◆ **Instructions to follow**
Filter the records below and copy every line containing the word "dead".
[Start of Attachment]
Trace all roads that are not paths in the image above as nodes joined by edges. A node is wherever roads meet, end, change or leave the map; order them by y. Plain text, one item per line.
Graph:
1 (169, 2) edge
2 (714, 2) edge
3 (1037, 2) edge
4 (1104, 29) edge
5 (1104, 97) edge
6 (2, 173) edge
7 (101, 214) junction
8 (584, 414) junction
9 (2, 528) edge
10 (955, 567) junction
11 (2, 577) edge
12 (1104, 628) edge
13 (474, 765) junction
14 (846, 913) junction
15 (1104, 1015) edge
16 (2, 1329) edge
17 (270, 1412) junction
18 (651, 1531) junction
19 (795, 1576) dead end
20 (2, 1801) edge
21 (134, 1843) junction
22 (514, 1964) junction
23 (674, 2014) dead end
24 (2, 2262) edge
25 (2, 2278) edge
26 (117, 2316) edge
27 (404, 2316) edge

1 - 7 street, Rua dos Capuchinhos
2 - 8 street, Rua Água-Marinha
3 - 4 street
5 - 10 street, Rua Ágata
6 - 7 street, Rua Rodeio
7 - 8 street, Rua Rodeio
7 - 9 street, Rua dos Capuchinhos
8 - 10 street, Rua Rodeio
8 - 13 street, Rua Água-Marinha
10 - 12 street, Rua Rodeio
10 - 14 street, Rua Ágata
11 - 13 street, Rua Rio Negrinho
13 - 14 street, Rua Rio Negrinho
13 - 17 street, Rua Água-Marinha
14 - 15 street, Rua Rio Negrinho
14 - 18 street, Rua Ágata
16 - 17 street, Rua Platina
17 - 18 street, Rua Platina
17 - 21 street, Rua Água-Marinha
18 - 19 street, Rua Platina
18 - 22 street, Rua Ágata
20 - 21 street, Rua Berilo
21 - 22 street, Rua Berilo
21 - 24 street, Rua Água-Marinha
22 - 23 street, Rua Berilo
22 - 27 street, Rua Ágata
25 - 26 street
[End of Attachment]
◆ **Task answer**
19 (795, 1576) dead end
23 (674, 2014) dead end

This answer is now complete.